Old Cheyenne Law Technically Bans Christmas Caroling In Public
In 1897, The City of Cheyenne passed an ordinance prohibiting public performances without a permit. 121 years later, singing Christmas carols in public could technically subject you to a $750 fine or six months in jail.
Municipal Code § 5.36.030 states:
"Persons desiring to deliver a public address or engage in singing or playing of musical instruments or give any other form of entertainment or advertise upon any streets, alleys, sidewalks or other thoroughfares or public property of the city must state the location for and the time when such address, entertainment or advertising is to be given and obtain a written permit from the mayor."

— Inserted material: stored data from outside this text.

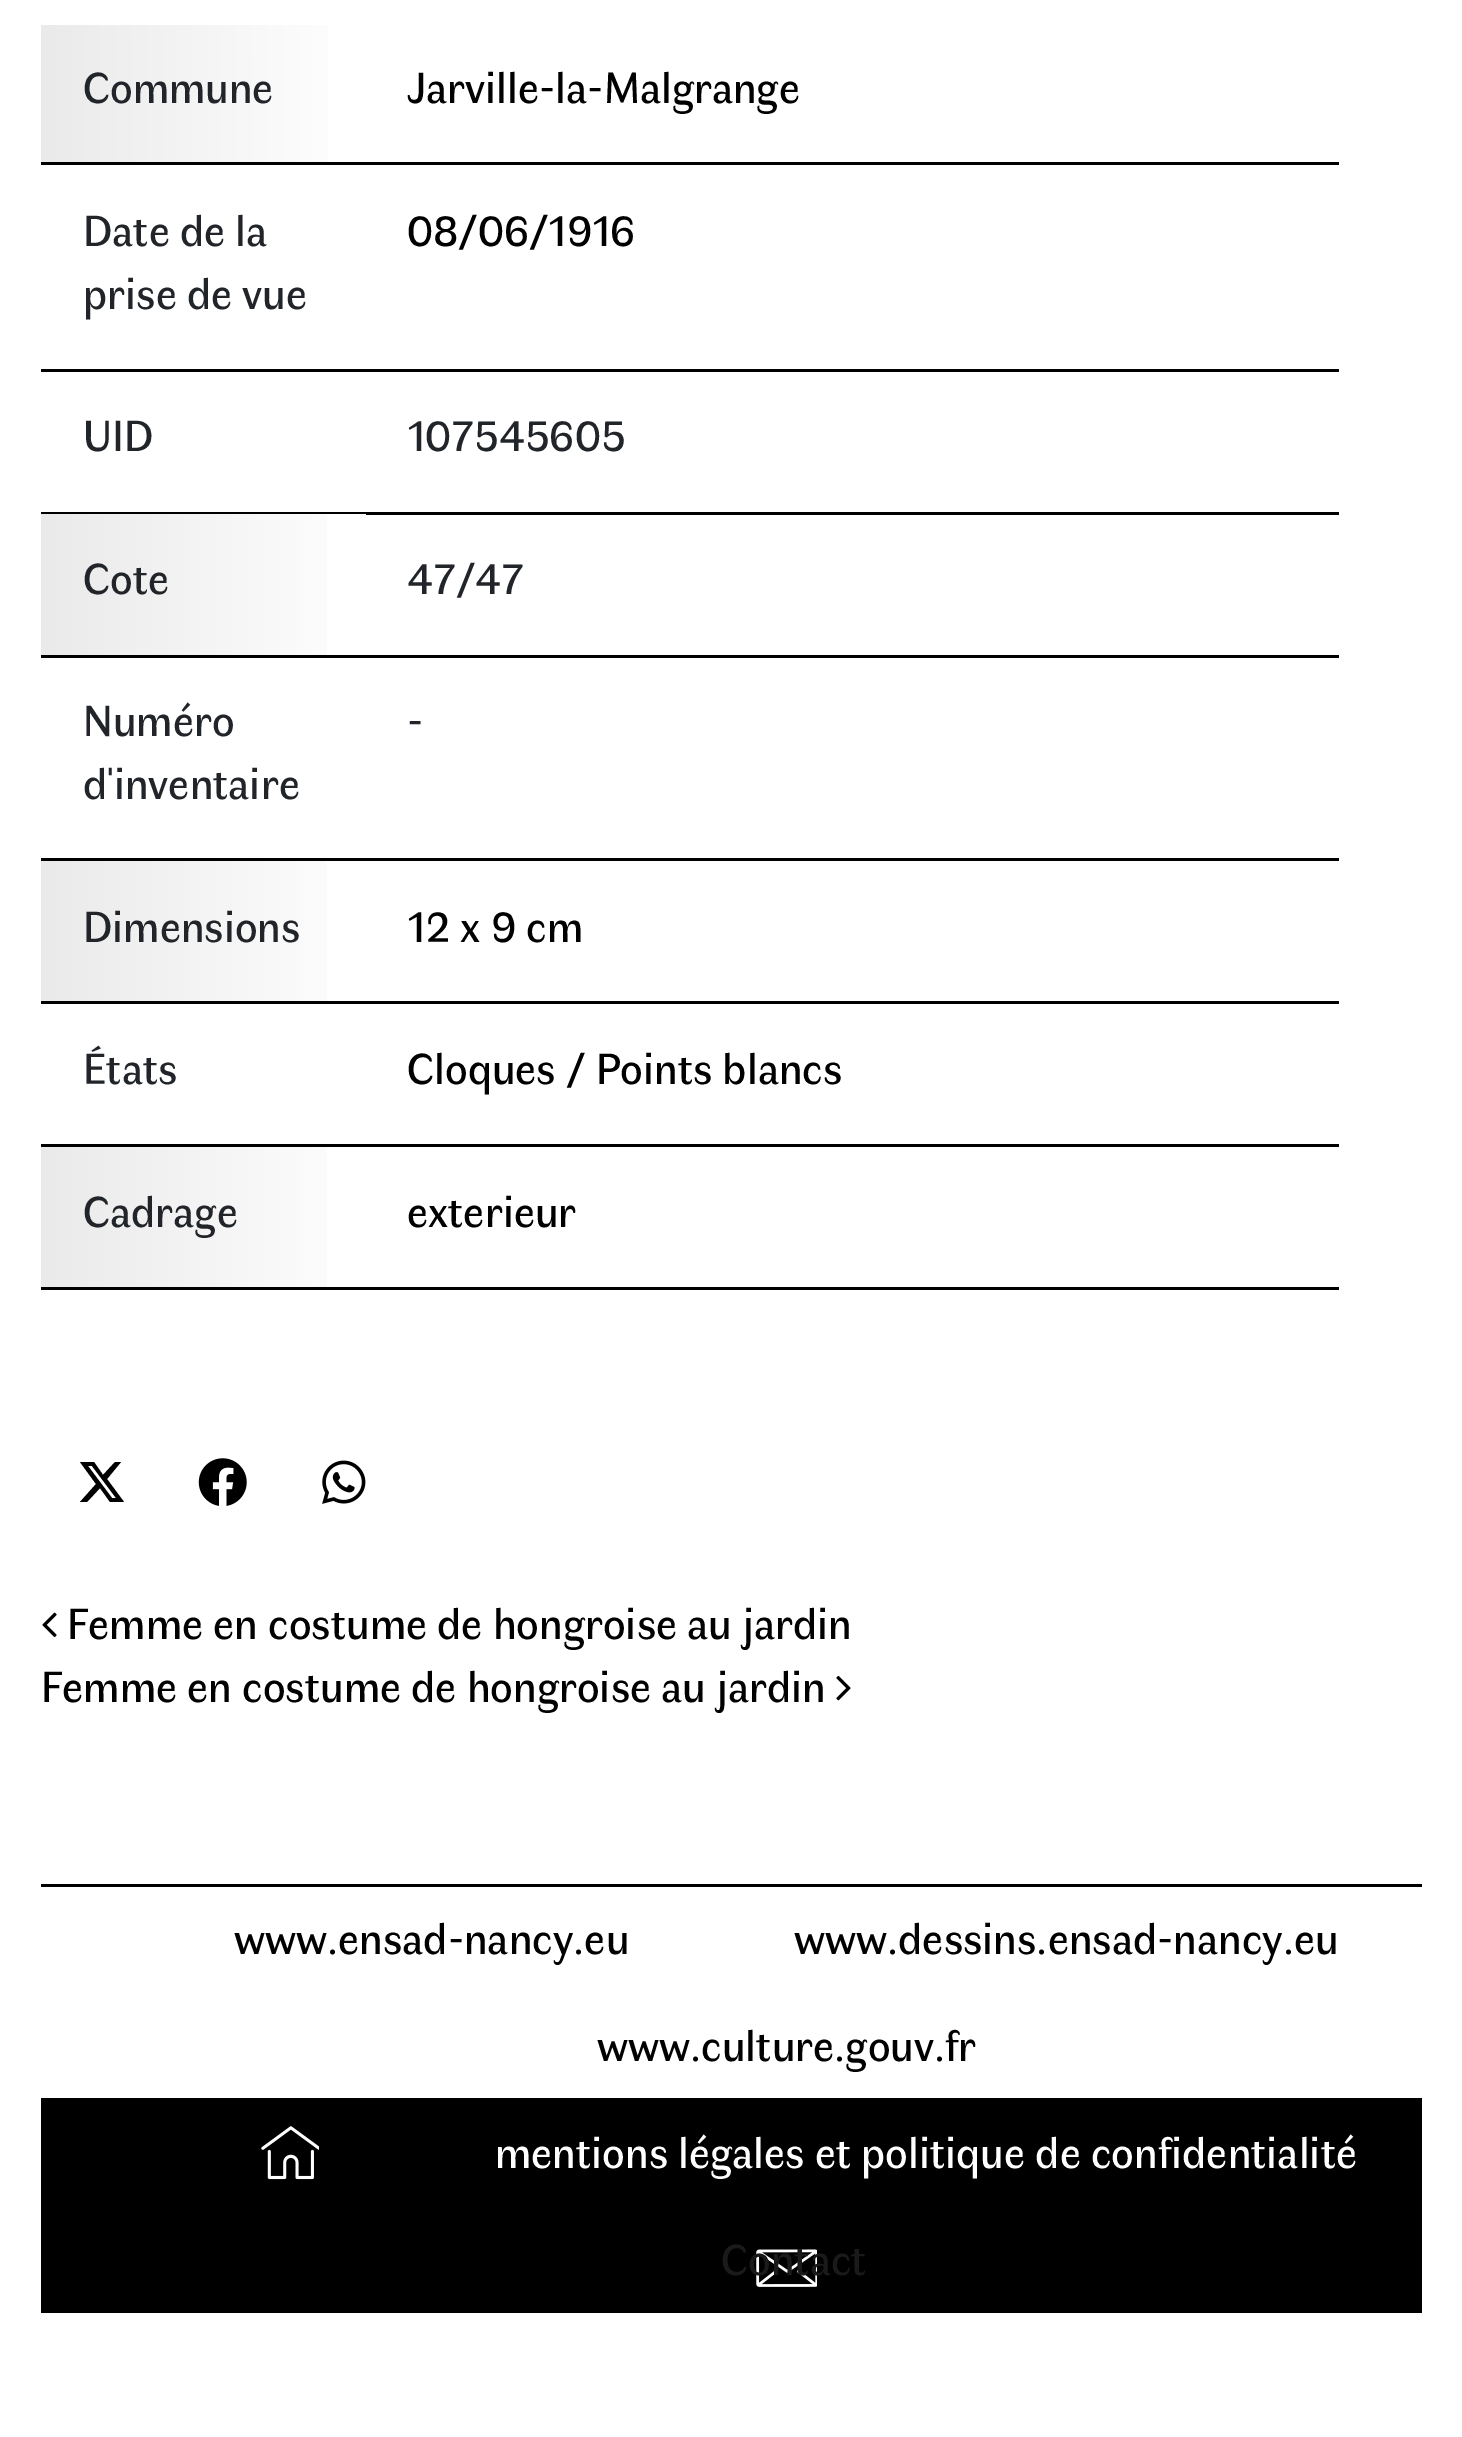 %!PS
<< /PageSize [1462 2437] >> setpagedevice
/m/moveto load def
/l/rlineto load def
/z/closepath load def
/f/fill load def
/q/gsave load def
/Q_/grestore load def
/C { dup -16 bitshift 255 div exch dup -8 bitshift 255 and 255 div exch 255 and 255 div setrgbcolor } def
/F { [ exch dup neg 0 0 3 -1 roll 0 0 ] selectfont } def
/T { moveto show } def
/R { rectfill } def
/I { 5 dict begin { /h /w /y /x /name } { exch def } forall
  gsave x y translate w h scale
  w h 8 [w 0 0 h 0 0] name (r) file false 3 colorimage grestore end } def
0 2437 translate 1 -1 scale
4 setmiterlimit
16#FFFFFF C
0 0 1462 2437 R
q 41 25 m 287 0 l 0 137 l -287 0 l z clip newpath
<< /ShadingType 2 /ColorSpace /DeviceRGB /Coords [41 94 366 93] /Extend [true true] /Function << /FunctionType 2 /Domain [0 1] /C0 [.918 .918 .918] /C1 [1 1 1] /N 1 >> >> shfill Q_
16#000000 C
41 162 1298 3 R
/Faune-Regular 44 F
16#212529 C
(Commune) 83 103 T
16#000000 C
(Jarville-la-Malgrange) 407 103 T
41 369 1298 3 R
16#212529 C
(Date de la) 83 246 T
(prise de vue) 83 309 T
16#000000 C
(08/06/1916) 407 246 T
41 512 325 2 R
16#212529 C
(UID) 83 451 T
16#000000 C
366 512 973 3 R
16#212529 C
(107545605) 407 451 T
q 41 514 m 286 0 l 0 141 l -286 0 l z clip newpath
<< /ShadingType 2 /ColorSpace /DeviceRGB /Coords [41 584 366 584] /Extend [true true] /Function << /FunctionType 2 /Domain [0 1] /C0 [.918 .918 .918] /C1 [1 1 1] /N 1 >> >> shfill Q_
16#000000 C
41 655 1298 3 R
16#212529 C
(Cote) 83 594 T
(47/47) 407 594 T
16#000000 C
41 858 1298 3 R
16#212529 C
(Numéro) 83 736 T
(d'inventaire) 83 799 T
(-) 407 736 T
q 41 861 m 286 0 l 0 140 l -286 0 l z clip newpath
<< /ShadingType 2 /ColorSpace /DeviceRGB /Coords [41 931 366 931] /Extend [true true] /Function << /FunctionType 2 /Domain [0 1] /C0 [.918 .918 .918] /C1 [1 1 1] /N 1 >> >> shfill Q_
16#000000 C
41 1001 1298 3 R
16#212529 C
(Dimensions) 83 942 T
16#000000 C
(12 x 9 cm) 407 942 T
41 1144 1298 3 R
16#212529 C
(États) 83 1084 T
16#000000 C
(Cloques / Points blancs) 407 1084 T
q 41 1147 m 286 0 l 0 140 l -286 0 l z clip newpath
<< /ShadingType 2 /ColorSpace /DeviceRGB /Coords [41 1217 366 1217] /Extend [true true] /Function << /FunctionType 2 /Domain [0 1] /C0 [.918 .918 .918] /C1 [1 1 1] /N 1 >> >> shfill Q_
41 1287 1298 3 R
16#212529 C
(Cadrage) 83 1227 T
16#000000 C
(exterieur) 407 1227 T
115 1462 m 6 0 l -14 17 l 17 23 l -14 0 l -10 -14 l -13 14 l -7 0 l 16 -18 l -16 -22 l 14 0 l 9 13 l z 112 1498 m 4 0 l -24 -32 l -4 0 l z f
(1.rgb) 198 1458 49 48 I
(2.rgb) 322 1460 44 44 I
(3.rgb) 42 1612 15 26 I
(Femme en costume de hongroise au jardin) 67 1639 T
(Femme en costume de hongroise au jardin) 41 1702 T
(4.rgb) 836 1675 15 26 I
41 1884 1381 3 R
(www.ensad-nancy.eu) 234 1954 T
(www.dessins.ensad-nancy.eu) 794 1954 T
(www.culture.gouv.fr) 597 2061 T
41 2098 1381 215 R
(5.rgb) 261 2126 58 54 I
16#FFFFFF C
(mentions légales et politique de confidentialité) 495 2168 T
(6.rgb) 756 2249 61 38 I
16#1A1A1A C
(Contact) 721 2275 T
showpage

Although the statute was revised to allow street musicians to perform downtown, it's still illegal to sing on public property without a written permit.
"Would the Cheyenne Police Department arrest every member of an elementary school choir for belting out “Jingle Bells” in the Depot Plaza? Of course not," Anthony Viddard wrote in a 2016 Wyoming Liberty Group blog. "But, could a citizen wind up with a hefty citation for Christmas caroling on a public sidewalk? Under the current ordinance, yes, it is possible."
If someone was ticketed for unlawful singing in Cheyenne, the ordinance would likely be declared unconstitutional in court, according to Viddard.
"Bad laws aren’t always created with malicious intent; and the worse the law, the less likely it is to be enforced. However, we must all be vigilant of laws that stand even the slightest chance of limiting our constitutional liberties and fight to see them repealed," he argued.